Confusing tie correction in the classic Mann-Whitney U test implementation

In this post, we discuss the classic implementation of the Mann-Whitney U test for cases in which the considered samples contain tied values. This approach is used the same way in all the popular statistical packages.

Unfortunately, in some situations, this approach produces confusing p-values, which may be surprising for researchers who do not have a deep understanding of ties correction. Moreover, some statistical textbooks argue against the validity of the default tie correction. The controversialness and counterintuitiveness of this approach may become a severe issue which may lead to incorrect experiment design and flawed result interpretation. In order to prevent such problems, it is essential to clearly understand the actual impact of tied observations on the true p-value and the impact of tie correction on the approximated p-value estimation. In this post, we discuss the tie correction for the Mann-Whitney U test and review examples that illustrate potential problems. We also provide examples of the Mann-Whitney U test implementations from popular statistical packages: wilcox.test from stats (R), mannwhitneyu from SciPy (Python), and MannWhitneyUTest from HypothesisTests (Julia). At the end of the post, we discuss how to avoid possible problems related to the tie correction.

The importance of tie analysis

In the realm of mathematical statistics, we often work with random samples from continuous distributions. A common assumption made in this context is that the probability of encountering tied values is zero. While this statement holds true in an abstract theoretical world, issues arise during the transition to real-world data analysis.

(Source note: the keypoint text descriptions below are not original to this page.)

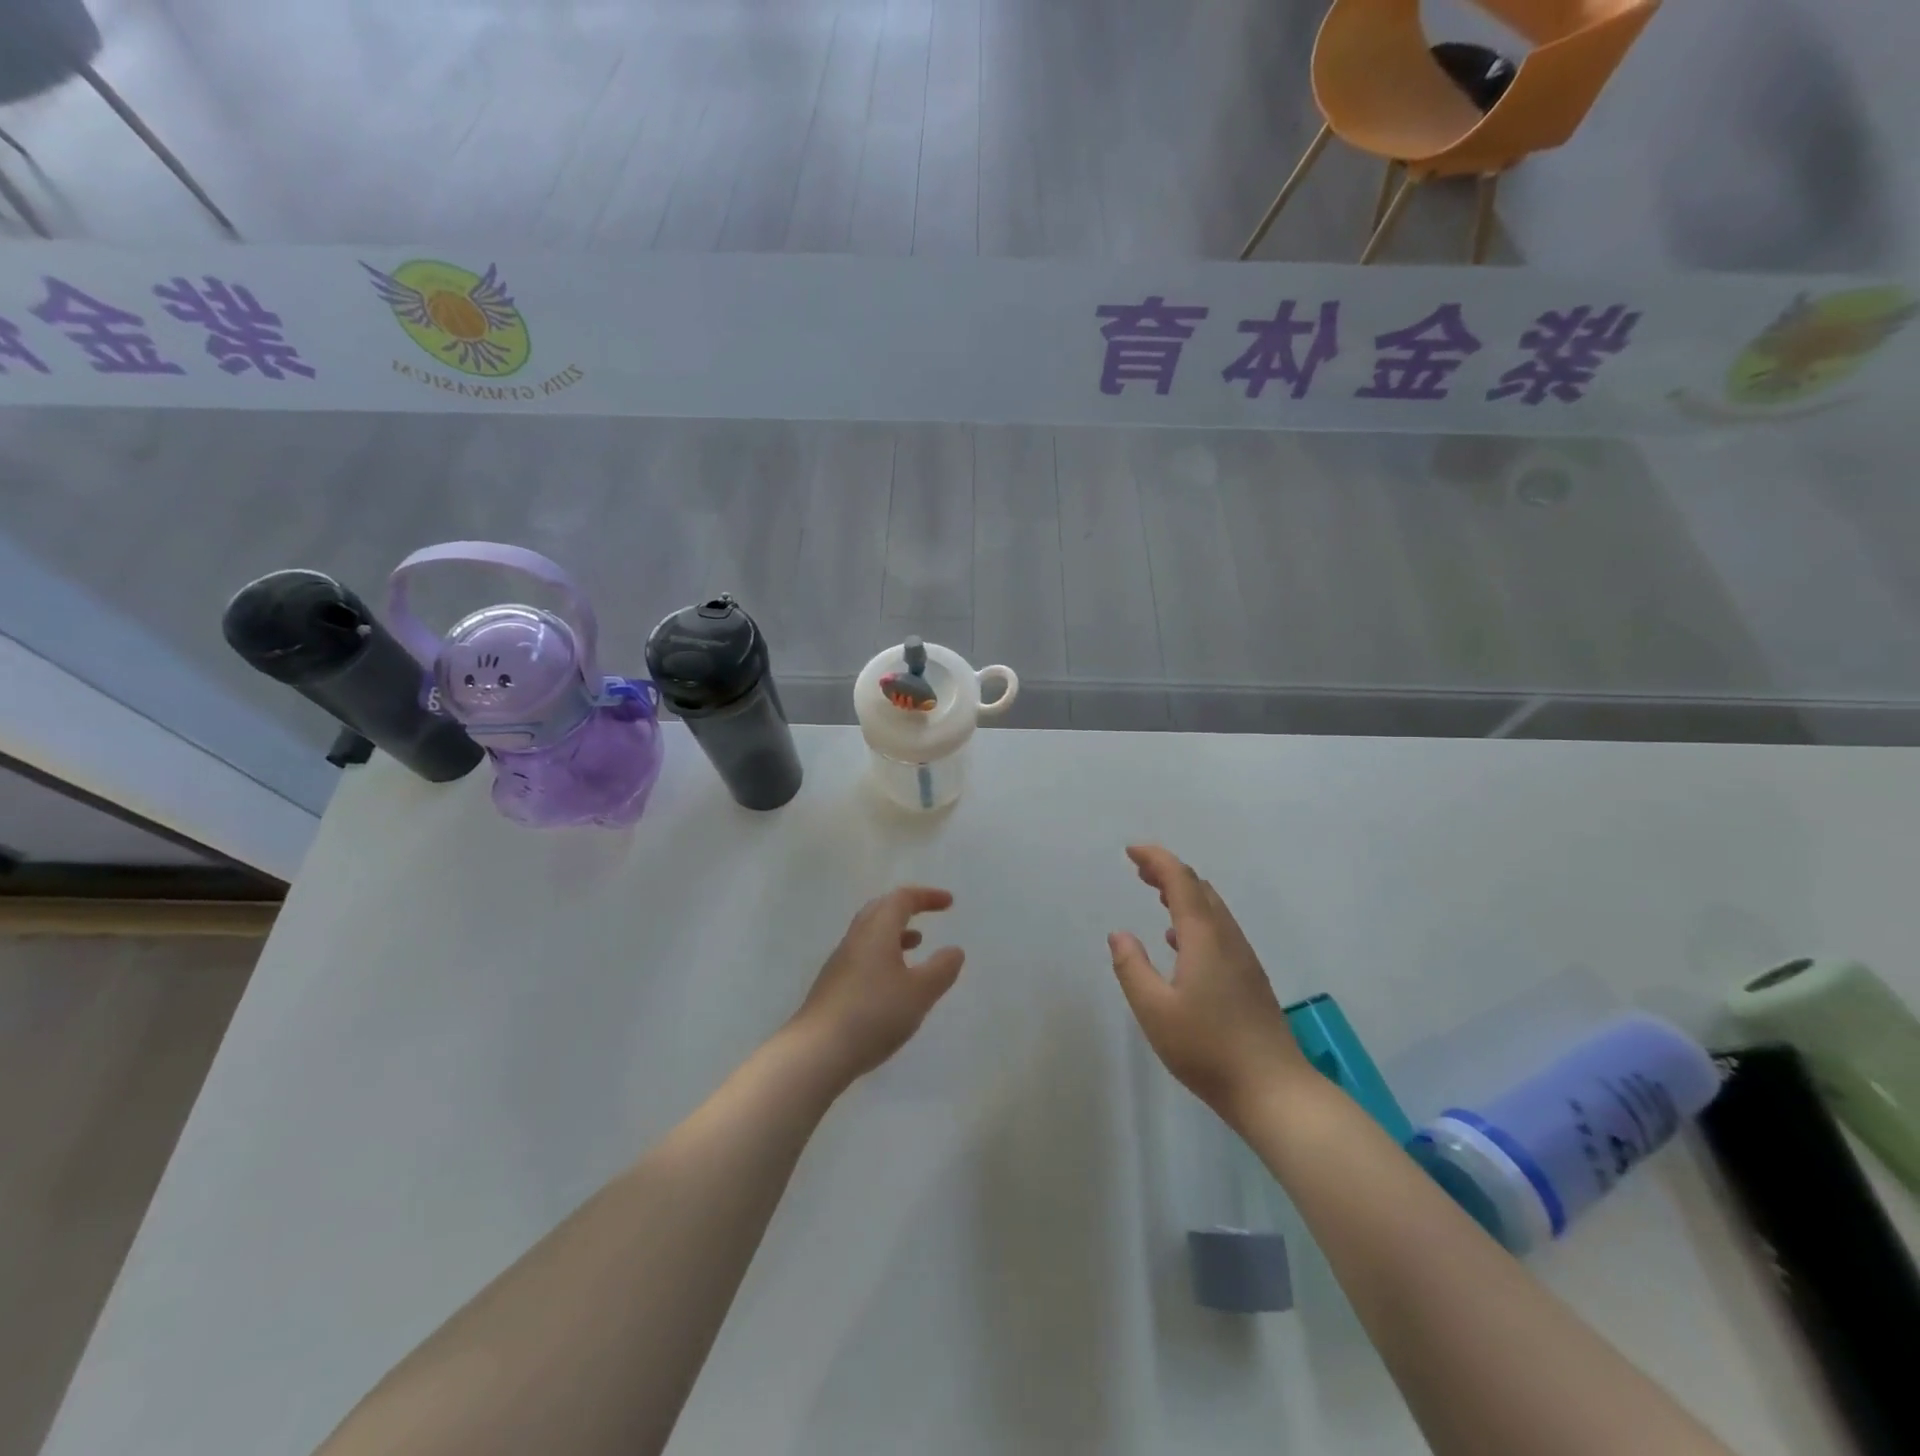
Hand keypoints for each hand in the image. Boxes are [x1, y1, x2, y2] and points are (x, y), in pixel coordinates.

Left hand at [789, 887, 965, 1088]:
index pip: (902, 899)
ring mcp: (840, 962)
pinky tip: (892, 981)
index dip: (926, 896)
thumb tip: (954, 950)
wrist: (817, 1051)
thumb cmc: (874, 1014)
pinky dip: (883, 955)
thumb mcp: (919, 993)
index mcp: (877, 931)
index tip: (948, 903)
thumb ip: (941, 969)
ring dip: (894, 933)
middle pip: (880, 910)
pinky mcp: (833, 985)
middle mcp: (856, 939)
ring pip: (870, 934)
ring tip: (916, 944)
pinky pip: (863, 955)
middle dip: (906, 908)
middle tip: (928, 914)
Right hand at [1108, 845, 1308, 1126]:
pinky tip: (1180, 943)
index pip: (1181, 881)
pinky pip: (1220, 930)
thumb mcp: (1154, 1010)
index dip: (1156, 860)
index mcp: (1204, 938)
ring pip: (1213, 910)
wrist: (1274, 1090)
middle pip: (1200, 889)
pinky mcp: (1250, 980)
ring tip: (1157, 895)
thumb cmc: (1207, 1049)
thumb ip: (1132, 968)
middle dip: (1169, 872)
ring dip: (1184, 894)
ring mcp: (1243, 959)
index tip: (1131, 851)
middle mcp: (1228, 940)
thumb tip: (1119, 934)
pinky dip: (1196, 918)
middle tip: (1139, 869)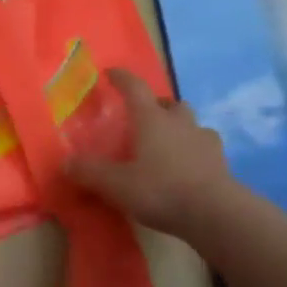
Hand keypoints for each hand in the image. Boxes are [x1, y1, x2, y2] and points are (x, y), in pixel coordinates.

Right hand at [68, 69, 236, 239]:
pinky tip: (186, 165)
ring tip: (164, 144)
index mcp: (152, 120)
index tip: (110, 73)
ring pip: (189, 123)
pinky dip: (193, 149)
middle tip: (141, 118)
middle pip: (168, 103)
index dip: (121, 78)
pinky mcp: (220, 161)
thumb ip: (89, 171)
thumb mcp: (115, 184)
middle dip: (155, 105)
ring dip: (177, 127)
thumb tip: (66, 162)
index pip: (135, 88)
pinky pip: (203, 146)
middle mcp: (179, 122)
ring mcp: (204, 140)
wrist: (215, 213)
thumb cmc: (160, 190)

In reality, the resolution of measurement devices is limited, and achieving infinite precision is virtually impossible. Consequently, the probability of ties in an actual realization of a random sample does not remain zero. The likelihood of ties in a dataset increases as the range of values narrows, and the sample size grows.

It is crucial to consider how tied values will be addressed when designing a statistical procedure for data analysis. Neglecting this aspect can lead to the failure of the statistical procedure or results that are significantly distorted. Some speculations on this topic can be found in various statistical textbooks:

A common assumption in the development of nonparametric procedures is that the underlying population(s) is (are) continuous. This assumption implies that the probability of obtaining tied observations is zero. Nevertheless, tied observations do occur in practice. These ties may arise when the underlying population is not continuous. They may even arise if the continuity assumption is valid. We simply may be unable, owing to inaccuracies in measurement, to distinguish between two very close observations (temperatures, lengths, etc.) that emanate from a continuous population.

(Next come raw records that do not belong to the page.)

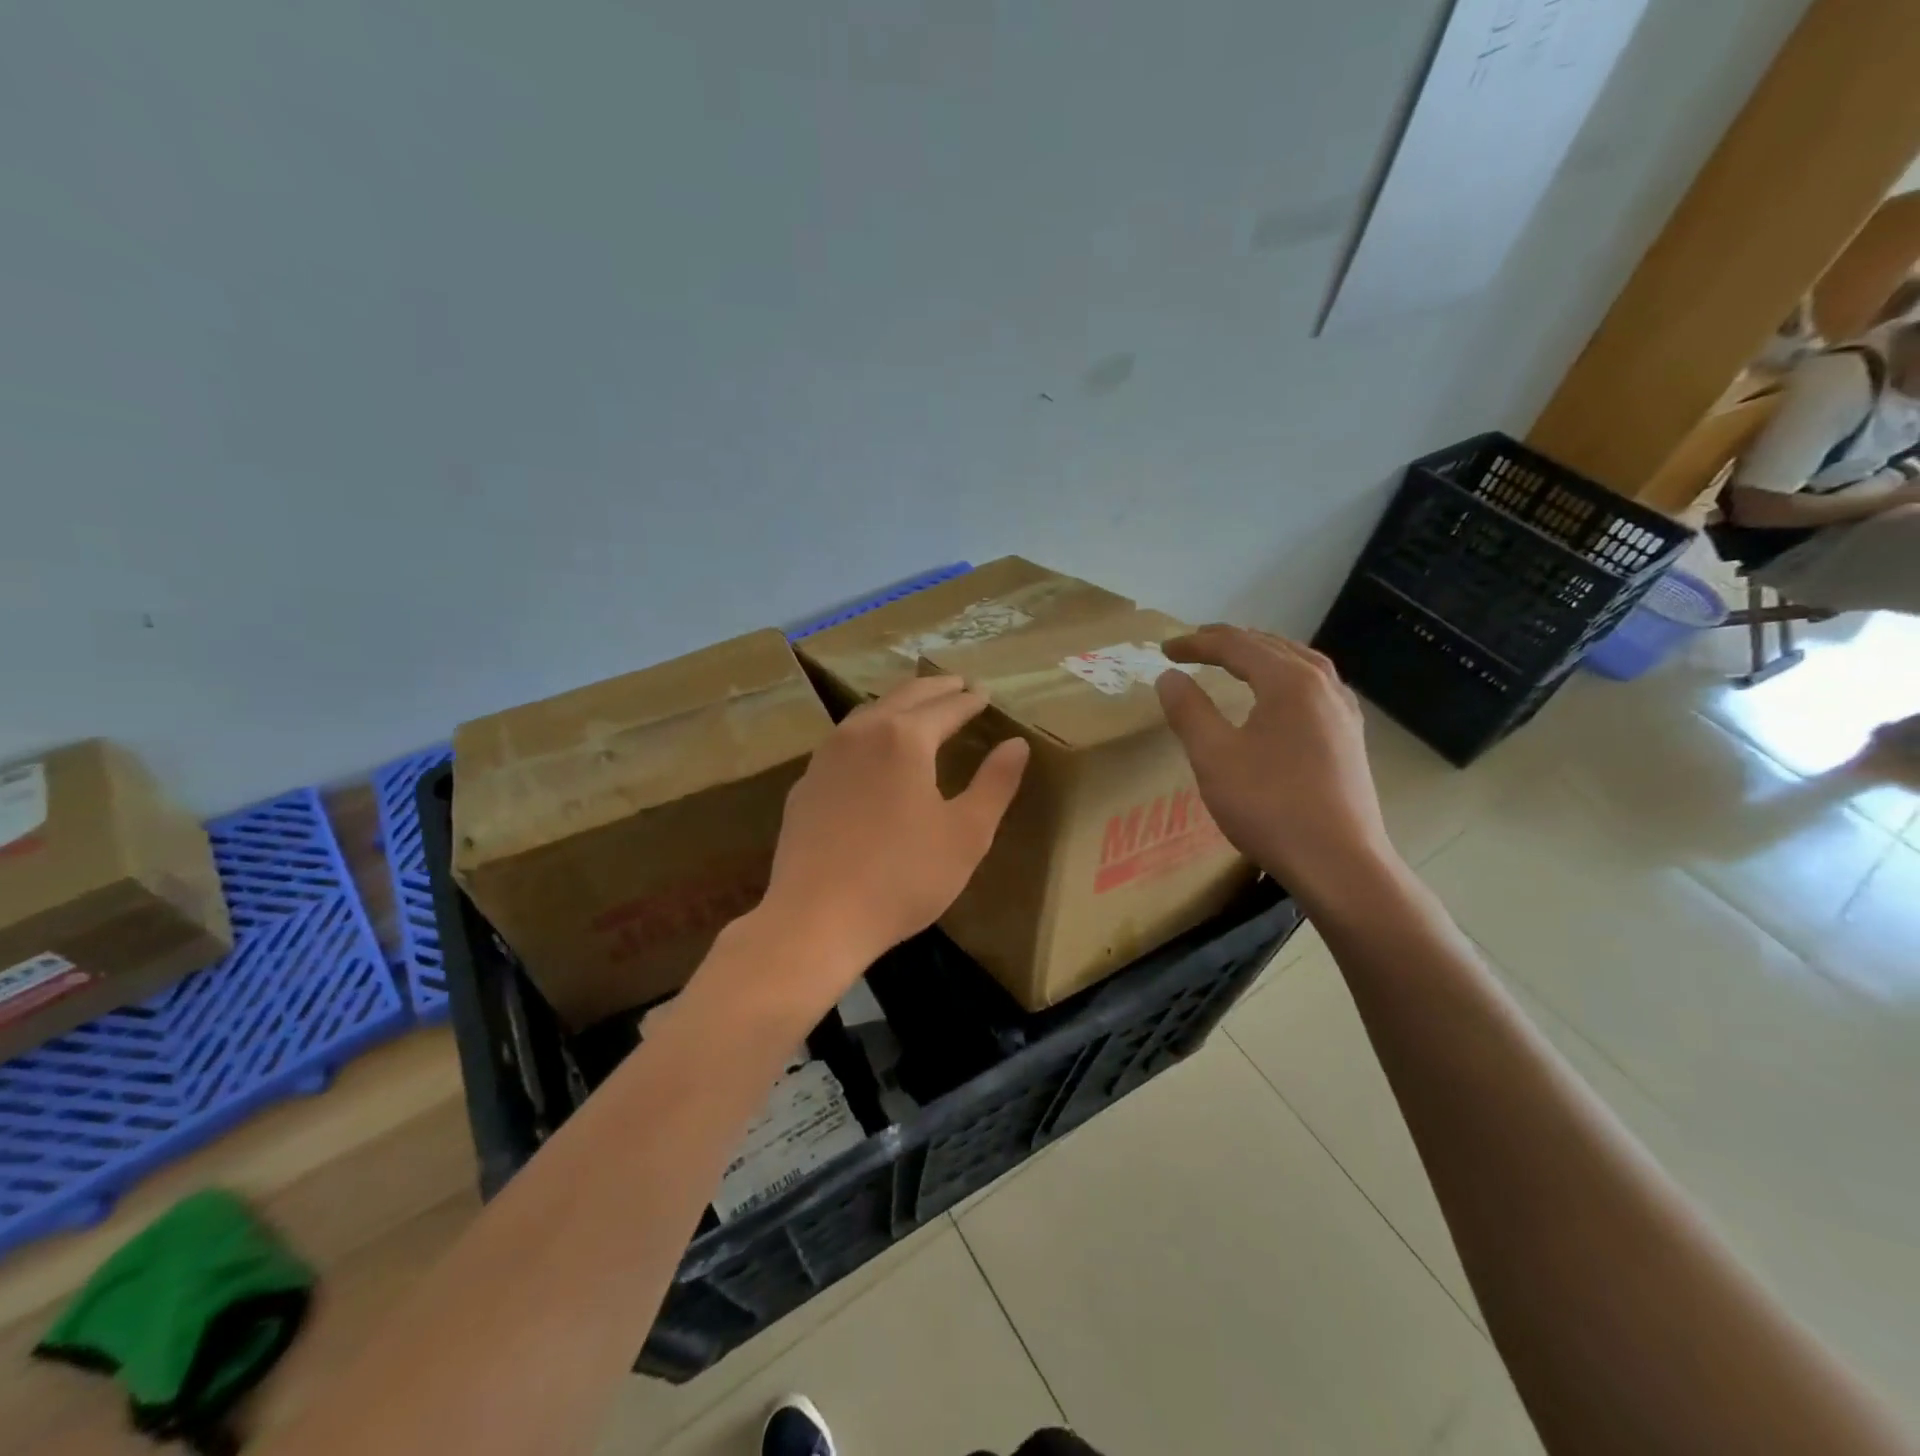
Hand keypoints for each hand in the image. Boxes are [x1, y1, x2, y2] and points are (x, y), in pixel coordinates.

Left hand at [759, 676, 1029, 972]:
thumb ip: (995, 784)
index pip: (946, 707)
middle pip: (904, 697)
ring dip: (898, 704)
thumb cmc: (902, 877)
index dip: (970, 700)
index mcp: (905, 738)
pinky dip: (868, 732)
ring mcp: (826, 757)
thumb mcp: (966, 834)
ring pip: (868, 713)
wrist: (816, 918)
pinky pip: (843, 741)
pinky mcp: (806, 784)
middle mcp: (861, 733)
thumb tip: (1017, 744)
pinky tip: (872, 751)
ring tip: (918, 707)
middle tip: (957, 685)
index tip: (984, 693)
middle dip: (935, 689)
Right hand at [1156, 625, 1398, 910]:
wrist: (1338, 862)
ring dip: (1261, 654)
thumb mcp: (1214, 757)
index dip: (1196, 644)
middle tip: (1193, 647)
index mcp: (1289, 682)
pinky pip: (1315, 687)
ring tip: (1235, 658)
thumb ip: (1189, 710)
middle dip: (1229, 642)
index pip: (1236, 646)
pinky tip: (1280, 695)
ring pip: (1299, 663)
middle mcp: (1323, 685)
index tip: (1163, 650)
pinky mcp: (1349, 737)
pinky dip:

— Hollander, M., Wolfe, D. A., & Chicken, E. (2013). Nonparametric Statistical Methods (3rd ed.). Wiley. Page 7.

Our hypotheses have been concerned with observations from continuous d.f. ’s, and this implies that the probability of any pair of observations being precisely equal (a so-called tie) is zero and that we may therefore neglect the possibility. Thus we have throughout this chapter assumed that observations could be ordered without ties, so that the rank-order statistics were uniquely defined. However, in practice, observations are always rounded off to a few significant figures, and ties will therefore sometimes occur.

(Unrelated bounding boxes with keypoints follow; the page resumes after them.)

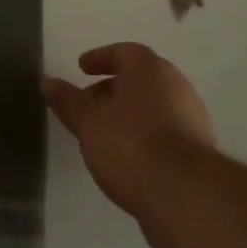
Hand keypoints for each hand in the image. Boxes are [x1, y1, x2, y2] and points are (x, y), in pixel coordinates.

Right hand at [42, 43, 214, 218]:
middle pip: (140, 78)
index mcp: (150, 69)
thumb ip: (67, 100)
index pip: (124, 52)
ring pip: (154, 105)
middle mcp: (176, 85)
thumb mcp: (88, 122)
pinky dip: (144, 133)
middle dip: (112, 88)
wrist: (185, 195)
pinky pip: (165, 129)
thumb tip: (47, 80)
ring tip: (104, 133)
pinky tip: (128, 156)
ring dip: (129, 113)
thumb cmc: (130, 144)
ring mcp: (192, 117)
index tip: (81, 68)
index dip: (100, 58)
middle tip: (89, 103)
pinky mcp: (199, 149)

— M. G. Kendall & Alan Stuart - The Advanced Theory of Statistics, Vol. II, 3rd Edition (2010, Wiley). Page 508.

The Mann-Whitney test assumes that the scores represent a distribution which has underlying continuity. With very precise measurement of a variable which has underlying continuity, the probability of a tie is zero. However, with the relatively crude measures which we typically employ in behavioral scientific research, ties may well occur. We assume that the two observations which obtain tied scores are really different, but that this difference is simply too refined or minute for detection by our crude measures.

— Sidney Siegel - Nonparametric statistics for the behavioral sciences (1956, McGraw-Hill). Page 124.

The Mann-Whitney U test

We consider the one-sided Mann-Whitney U test that compares two samples \(\mathbf{x}\) and \(\mathbf{y}\):

\[\mathbf{x} = \{ x_1, x_2, \ldots, x_n \}, \quad \mathbf{y} = \{ y_1, y_2, \ldots, y_m \}. \]

For the one-sided version, the alternative hypothesis states that \(\mathbb{P}(X > Y) > \mathbb{P}(Y > X)\). The core concept of this test suggests calculating the U statistic:

\[U(x, y) = \sum_{i=1}^n \sum_{j=1}^m S(x_i, y_j),\quad S(a,b) = \begin{cases} 1, & \text{if } a > b, \\ 0.5, & \text{if } a = b, \\ 0, & \text{if } a < b. \end{cases} \]

It is a simple rank-based statistic, which varies from \(0\) to \(nm\). Once we get the value of \(U\), we should match it with the distribution of \(U\) statistics under the valid null hypothesis. There are several approaches to doing this. When the sample sizes are small, and there are no tied values, we can calculate the exact p-value using dynamic programming to obtain the exact probability of obtaining the given \(U\) statistic for the given \(n\) and \(m\). However, this approach does not support tied values, and it is impractical for large samples due to its computational complexity. Another popular way to implement the Mann-Whitney U test is to approximate the U statistic distribution by the normal distribution \(\mathcal{N}(\mu_U, \sigma^2_U)\), where

\[\mu_U = \frac{nm}{2},\quad \sigma_U = \sqrt{\frac{nm(n+m+1)}{12}}. \]

Tie correction for the Mann-Whitney U test

In the case of ties, it is suggested to adjust \(\sigma_U\). A typical recommendation for such a correction looks like this:

\[\sigma_{U,\textrm{ties}} = \sqrt{\frac{nm}{12} \left( n+m+1 - \frac{\Sigma_{k=1}^{K} (t_k^3 - t_k)}{(n+m)(n+m-1)} \right)}, \]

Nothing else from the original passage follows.